Creating an audio DataLoader

Author

Marie-Hélène Burle

Load packages

import torch
import torchaudio
import matplotlib.pyplot as plt

Download and unzip data

PyTorch comes with many classic datasets.

This is convenient to develop and test your model, or to compare its performance with existing models using these datasets.

Here, we will use the YESNO dataset which can be accessed through the torchaudio.datasets.YESNO class:

help(torchaudio.datasets.YESNO)
Help on class YESNO in module torchaudio.datasets.yesno:

class YESNO(torch.utils.data.dataset.Dataset)

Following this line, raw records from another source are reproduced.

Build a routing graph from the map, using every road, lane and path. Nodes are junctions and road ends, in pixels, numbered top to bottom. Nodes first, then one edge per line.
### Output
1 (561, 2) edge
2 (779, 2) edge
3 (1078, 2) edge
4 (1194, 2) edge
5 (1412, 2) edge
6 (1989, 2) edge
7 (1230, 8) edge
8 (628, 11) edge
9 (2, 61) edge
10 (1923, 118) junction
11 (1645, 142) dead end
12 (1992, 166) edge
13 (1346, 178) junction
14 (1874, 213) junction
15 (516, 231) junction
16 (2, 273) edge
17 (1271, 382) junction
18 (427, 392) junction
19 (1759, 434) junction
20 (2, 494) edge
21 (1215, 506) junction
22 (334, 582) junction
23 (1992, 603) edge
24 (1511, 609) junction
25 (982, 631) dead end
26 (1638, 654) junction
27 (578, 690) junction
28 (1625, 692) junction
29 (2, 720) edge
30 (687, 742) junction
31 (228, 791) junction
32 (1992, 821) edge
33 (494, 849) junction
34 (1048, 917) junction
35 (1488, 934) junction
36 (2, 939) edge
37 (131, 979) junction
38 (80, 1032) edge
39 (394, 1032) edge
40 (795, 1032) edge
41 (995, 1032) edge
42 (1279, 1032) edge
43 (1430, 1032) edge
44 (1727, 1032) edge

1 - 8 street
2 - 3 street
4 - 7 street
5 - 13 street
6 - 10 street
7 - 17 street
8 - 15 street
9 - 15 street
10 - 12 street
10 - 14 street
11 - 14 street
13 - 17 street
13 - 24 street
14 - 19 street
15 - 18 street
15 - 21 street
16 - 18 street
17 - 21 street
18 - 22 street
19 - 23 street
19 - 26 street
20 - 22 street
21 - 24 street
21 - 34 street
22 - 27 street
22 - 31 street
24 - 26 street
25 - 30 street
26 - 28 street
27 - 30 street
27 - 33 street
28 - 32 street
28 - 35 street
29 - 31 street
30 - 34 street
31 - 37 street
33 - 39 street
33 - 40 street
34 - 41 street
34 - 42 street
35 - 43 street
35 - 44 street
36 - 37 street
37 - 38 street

 |  YESNO(root: Union[str, pathlib.Path], url: str =
 |    'http://www.openslr.org/resources/1/waves_yesno.tar.gz', 
 |    folder_in_archive: str = 'waves_yesno', 
 |    download: bool = False) -> None
 |  
 |  Args:
 |    root (str or Path): Path to the directory where the dataset is found 
 |      or downloaded.
 |    url (str, optional): The URL to download the dataset from.
 |      (default: "http://www.openslr.org/resources/1/waves_yesno.tar.gz")
 |    folder_in_archive (str, optional):
 |      The top-level directory of the dataset. (default: "waves_yesno")
 |    download (bool, optional):
 |      Whether to download the dataset if it is not found at root path. 
 |      (default: False).

The root argument sets the location of the downloaded data.

Where to store this data in the cluster

We will all use the same data. It would make little sense to all download it in our home directory.

In the Alliance clusters, a good place to store data shared amongst members of a project is in the /project file system.

You usually belong to /project/def-<group>, where <group> is the name of your PI. You can access it from your home directory through the symbolic link ~/projects/def-<group>.

In our training cluster, we are all part of the group def-sponsor00, accessible through /project/def-sponsor00 (or the hyperlink ~/projects/def-sponsor00).

We will thus use ~/projects/def-sponsor00/data as the root argument for torchaudio.datasets.yesno):

yesno_data = torchaudio.datasets.YESNO(
    '~/projects/def-sponsor00/data/',
    download=True)

Explore the data

A data point in YESNO is a tuple of waveform, sample_rate, and labels (the labels are 1 for “yes” and 0 for “no”).

Let’s have a look at the first data point:

yesno_data[0]
(tensor([[ 3.0518e-05,  6.1035e-05,  3.0518e-05,  ..., -1.8616e-03,
          -2.2583e-03, -1.3733e-03]]),
 8000,
 [0, 0, 0, 0, 1, 1, 1, 1])

Or, more nicely:

waveform, sample_rate, labels = yesno_data[0]
print("Waveform: {}\nSample rate: {}\nLabels: {}".format(waveform, sample_rate, labels))
Waveform: tensor([[ 3.0518e-05,  6.1035e-05,  3.0518e-05,  ..., -1.8616e-03,
         -2.2583e-03, -1.3733e-03]])
Sample rate: 8000
Labels: [0, 0, 0, 0, 1, 1, 1, 1]

You can also plot the data. For this, we will use pyplot from matplotlib.

Let’s look at the waveform:

plt.figure()
plt.plot(waveform.t().numpy())

Split the data into a training set and a testing set

train_size = int(0.8 * len(yesno_data))
test_size = len(yesno_data) - train_size
train_dataset, test_dataset = torch.utils.data.random_split(yesno_data, [train_size, test_size])

Create training and testing DataLoaders

DataLoaders are Python iterables created by the torch.utils.data.DataLoader class from a dataset and a sampler.

We already have a dataset (yesno_data). Now we need a sampler (or sampling strategy) to draw samples from it. The sampling strategy contains the batch size, whether the data get shuffled prior to sampling, the number of workers used if the data is loaded in parallel, etc.

To create a training DataLoader with shuffled data and batch size of 1 (the default), we run:

train_loader = torch.utils.data.DataLoader(train_dataset, shuffle=True)

data_loader is an iterable of 0.8*60=48 elements (80% of the 60 samples in the YESNO dataset):

len(train_loader)
48

We do the same to create the testing DataLoader:

test_loader = torch.utils.data.DataLoader(test_dataset, shuffle=True)